[Start of section]

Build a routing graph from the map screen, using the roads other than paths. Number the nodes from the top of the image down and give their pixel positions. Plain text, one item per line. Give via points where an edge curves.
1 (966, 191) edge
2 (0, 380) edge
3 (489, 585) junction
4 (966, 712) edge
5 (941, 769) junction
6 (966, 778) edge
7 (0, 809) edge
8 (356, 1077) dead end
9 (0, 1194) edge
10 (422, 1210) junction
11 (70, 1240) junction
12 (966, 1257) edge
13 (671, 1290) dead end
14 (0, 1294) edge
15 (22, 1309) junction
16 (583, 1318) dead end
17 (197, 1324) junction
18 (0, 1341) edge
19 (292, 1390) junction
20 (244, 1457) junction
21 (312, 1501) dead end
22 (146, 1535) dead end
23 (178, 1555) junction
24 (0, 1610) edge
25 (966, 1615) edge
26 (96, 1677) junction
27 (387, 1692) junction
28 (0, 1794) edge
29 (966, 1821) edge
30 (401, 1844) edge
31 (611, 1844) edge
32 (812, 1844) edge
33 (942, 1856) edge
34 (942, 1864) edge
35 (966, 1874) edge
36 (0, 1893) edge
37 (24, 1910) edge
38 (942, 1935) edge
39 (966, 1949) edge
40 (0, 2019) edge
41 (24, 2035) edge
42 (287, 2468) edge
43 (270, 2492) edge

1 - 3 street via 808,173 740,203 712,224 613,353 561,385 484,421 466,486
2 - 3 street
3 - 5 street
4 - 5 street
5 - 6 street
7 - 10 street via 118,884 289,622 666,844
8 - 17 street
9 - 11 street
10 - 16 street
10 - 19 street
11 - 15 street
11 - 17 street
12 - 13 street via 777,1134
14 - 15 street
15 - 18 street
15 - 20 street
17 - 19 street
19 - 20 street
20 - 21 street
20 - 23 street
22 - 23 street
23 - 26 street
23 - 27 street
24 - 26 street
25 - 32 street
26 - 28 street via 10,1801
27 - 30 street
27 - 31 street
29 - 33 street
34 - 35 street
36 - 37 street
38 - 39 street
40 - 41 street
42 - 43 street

[End of section]

Task objective. Scan the listing for "junction" and copy out each line that has it.

Answer to this problem.
3 (489, 585) junction
5 (941, 769) junction
10 (422, 1210) junction
11 (70, 1240) junction
15 (22, 1309) junction
17 (197, 1324) junction
19 (292, 1390) junction
20 (244, 1457) junction
23 (178, 1555) junction
26 (96, 1677) junction
27 (387, 1692) junction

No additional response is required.